The misinformation of Islam, especially in books that promote the idea that Muslims worship ancient Sumerian Gods who are demon entities bent on destroy the purity of Western society, is one of the leading factors to anti-Islamic laws. These books promote ignorance and violence among people. As Muslims, we need to make Barnes and Noble accountable for its lack of religious diversity. Promoting books that spread ignorance and false information on Islam breeds nothing more than prejudice. BN isn’t a religious bookstore, but it can do more to promote interesting diverse books on Islam that help counter the extremist far-right books it produces. If you are willing to sell books on false Islamic information, then having Islamic books written by scholars, feminist, biographies, or etc. by practicing and scholars of Islam or even people who are interested in Islam should be a good counter to the misinformation that you sell.

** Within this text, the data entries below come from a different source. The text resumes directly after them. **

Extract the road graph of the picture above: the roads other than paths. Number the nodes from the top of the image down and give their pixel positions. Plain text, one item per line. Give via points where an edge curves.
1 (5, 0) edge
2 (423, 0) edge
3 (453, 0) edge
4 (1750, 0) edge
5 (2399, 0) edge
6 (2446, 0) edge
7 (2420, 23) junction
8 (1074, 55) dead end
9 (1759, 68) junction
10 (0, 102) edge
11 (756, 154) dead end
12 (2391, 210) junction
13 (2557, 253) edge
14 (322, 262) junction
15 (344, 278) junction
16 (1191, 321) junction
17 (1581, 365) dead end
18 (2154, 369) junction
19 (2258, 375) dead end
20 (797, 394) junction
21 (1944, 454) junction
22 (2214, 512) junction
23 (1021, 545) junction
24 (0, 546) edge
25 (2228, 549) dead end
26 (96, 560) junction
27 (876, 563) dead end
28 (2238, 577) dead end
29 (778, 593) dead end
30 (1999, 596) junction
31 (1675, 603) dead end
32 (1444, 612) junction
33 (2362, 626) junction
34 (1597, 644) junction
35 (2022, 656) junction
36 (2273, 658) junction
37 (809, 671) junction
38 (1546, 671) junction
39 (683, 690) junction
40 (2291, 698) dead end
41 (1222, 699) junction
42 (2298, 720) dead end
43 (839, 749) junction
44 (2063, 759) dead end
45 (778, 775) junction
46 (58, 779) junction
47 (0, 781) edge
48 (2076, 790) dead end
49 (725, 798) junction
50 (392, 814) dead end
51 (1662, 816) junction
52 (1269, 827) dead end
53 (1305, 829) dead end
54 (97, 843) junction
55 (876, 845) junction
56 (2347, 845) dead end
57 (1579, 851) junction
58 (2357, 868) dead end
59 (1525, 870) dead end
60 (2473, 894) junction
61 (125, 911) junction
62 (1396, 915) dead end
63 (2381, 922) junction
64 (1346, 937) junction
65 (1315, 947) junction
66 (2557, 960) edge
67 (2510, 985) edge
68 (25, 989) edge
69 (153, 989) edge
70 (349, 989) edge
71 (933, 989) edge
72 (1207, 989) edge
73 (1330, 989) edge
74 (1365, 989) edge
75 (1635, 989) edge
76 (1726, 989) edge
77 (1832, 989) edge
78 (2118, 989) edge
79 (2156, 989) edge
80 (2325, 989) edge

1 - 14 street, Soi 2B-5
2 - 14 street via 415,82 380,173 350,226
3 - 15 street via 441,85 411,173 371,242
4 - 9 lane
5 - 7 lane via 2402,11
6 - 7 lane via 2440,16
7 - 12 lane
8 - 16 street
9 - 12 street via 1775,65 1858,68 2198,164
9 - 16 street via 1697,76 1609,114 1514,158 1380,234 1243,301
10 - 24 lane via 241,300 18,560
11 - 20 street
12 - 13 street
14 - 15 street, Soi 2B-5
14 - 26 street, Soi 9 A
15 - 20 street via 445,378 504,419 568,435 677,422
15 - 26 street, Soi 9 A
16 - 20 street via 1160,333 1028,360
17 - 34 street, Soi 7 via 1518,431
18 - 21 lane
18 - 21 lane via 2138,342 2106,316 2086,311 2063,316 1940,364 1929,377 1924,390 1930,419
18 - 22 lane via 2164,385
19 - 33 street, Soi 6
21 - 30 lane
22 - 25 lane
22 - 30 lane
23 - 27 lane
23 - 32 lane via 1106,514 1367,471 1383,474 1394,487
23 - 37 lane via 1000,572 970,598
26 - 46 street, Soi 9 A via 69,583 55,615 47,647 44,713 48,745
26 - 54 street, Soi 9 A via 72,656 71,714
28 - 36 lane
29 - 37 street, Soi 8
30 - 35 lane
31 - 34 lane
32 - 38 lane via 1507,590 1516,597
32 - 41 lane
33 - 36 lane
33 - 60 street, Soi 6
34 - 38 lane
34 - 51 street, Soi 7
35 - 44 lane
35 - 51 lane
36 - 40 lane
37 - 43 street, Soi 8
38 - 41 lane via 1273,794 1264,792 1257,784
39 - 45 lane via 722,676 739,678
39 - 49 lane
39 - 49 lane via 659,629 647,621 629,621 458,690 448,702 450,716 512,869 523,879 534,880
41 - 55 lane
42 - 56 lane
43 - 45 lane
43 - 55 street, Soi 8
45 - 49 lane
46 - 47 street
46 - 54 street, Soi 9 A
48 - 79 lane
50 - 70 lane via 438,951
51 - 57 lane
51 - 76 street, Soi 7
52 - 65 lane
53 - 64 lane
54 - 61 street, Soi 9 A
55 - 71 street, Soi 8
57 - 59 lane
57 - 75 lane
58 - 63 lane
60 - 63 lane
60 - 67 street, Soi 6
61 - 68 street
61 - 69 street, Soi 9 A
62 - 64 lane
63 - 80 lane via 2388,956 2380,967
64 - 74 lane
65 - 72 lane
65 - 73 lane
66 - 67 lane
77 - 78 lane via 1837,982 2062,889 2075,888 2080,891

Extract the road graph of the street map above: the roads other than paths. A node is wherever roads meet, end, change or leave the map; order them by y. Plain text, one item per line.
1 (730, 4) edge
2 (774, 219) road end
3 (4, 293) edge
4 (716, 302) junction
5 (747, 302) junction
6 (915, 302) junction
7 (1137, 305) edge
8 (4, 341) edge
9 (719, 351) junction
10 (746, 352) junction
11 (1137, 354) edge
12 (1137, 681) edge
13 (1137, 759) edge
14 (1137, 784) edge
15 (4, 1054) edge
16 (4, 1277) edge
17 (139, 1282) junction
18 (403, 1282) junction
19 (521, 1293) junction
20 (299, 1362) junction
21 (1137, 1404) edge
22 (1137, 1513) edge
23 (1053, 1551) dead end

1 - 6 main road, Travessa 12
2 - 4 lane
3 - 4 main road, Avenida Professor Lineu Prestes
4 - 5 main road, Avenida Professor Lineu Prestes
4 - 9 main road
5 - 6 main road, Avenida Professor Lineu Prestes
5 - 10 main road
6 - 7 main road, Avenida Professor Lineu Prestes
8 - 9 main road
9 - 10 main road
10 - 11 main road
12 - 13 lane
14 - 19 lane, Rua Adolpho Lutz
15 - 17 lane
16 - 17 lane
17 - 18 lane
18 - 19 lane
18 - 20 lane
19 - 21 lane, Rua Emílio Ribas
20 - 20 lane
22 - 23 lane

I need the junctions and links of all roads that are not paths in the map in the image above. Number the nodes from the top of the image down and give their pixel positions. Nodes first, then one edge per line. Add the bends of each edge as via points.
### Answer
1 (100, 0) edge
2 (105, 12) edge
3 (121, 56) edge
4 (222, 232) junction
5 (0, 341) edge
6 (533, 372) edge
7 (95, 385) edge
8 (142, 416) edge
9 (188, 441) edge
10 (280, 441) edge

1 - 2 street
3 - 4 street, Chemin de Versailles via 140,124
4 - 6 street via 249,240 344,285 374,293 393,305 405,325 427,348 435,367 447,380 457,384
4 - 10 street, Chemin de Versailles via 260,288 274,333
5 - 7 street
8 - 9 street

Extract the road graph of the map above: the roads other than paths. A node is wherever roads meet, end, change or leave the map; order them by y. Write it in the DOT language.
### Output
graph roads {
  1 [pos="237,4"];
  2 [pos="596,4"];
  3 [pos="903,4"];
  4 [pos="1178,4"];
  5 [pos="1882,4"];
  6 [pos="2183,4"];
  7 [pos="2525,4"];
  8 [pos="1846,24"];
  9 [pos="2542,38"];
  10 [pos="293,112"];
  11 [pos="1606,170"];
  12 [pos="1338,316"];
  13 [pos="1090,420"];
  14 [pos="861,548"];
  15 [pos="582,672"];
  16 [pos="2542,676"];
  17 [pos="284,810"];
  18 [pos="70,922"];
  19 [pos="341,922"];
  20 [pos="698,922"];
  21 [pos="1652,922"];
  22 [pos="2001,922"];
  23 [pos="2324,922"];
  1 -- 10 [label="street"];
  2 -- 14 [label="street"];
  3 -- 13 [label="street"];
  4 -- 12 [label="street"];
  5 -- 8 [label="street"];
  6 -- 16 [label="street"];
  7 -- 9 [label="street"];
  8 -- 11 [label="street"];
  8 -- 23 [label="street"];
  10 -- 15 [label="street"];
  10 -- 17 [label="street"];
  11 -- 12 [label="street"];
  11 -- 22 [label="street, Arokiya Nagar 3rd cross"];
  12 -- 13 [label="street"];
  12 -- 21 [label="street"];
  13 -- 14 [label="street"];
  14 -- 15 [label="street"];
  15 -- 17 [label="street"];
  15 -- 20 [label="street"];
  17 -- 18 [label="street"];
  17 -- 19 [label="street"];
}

Examples of books BN and other stores can sell:
We Have Always Been Here: A Queer Muslim Memoir by Samra Habib
Purification of the Heart: Signs, Symptoms and Cures of the Spiritual Diseases of the Heart by Hamza Yusuf
The Guide of the Perplexed by Moses Maimonides
Taking Action: The Busy Entrepreneur’s Guide to Mastering Time Management and Setting Smart Goals by Barakah Kemi Hassan
From Victims to Suspects: Muslim Women since 9/11 by Shakira Hussein
It’s Not About the Burqa: Muslim women on Faith, Feminism, Sexuality, and Race
The Muslims are Coming: Islamophobia, Extremism, and Domestic War on Terror by Arun Kundani
Slavery and Islam by Jonathan A.C. Brown
Halal if You Hear Me by Fatimah Asghar
The Quran Journal by The Dua Journal
Yes, I’m Hot in This: The Hilarious Truth about Life in a Hijab by Huda Fahmy
Threading my Prayer Rug by Sabeeha Rehman (got from one BN)
Laughing all the Way to the Mosque by Zarqa Nawaz (got from one BN)
From My Sisters’ Lips by Robert Na’ima
Any book by Fatima Mernissi or Ibn Arabi
Any book about Sufism and Kabbalah
Books on modern Jewish biographies that aren’t just the Holocaust (still sell these books) or any book on Judaism that doesn’t play to what the Western world thinks of when they say Jew or Jewish history.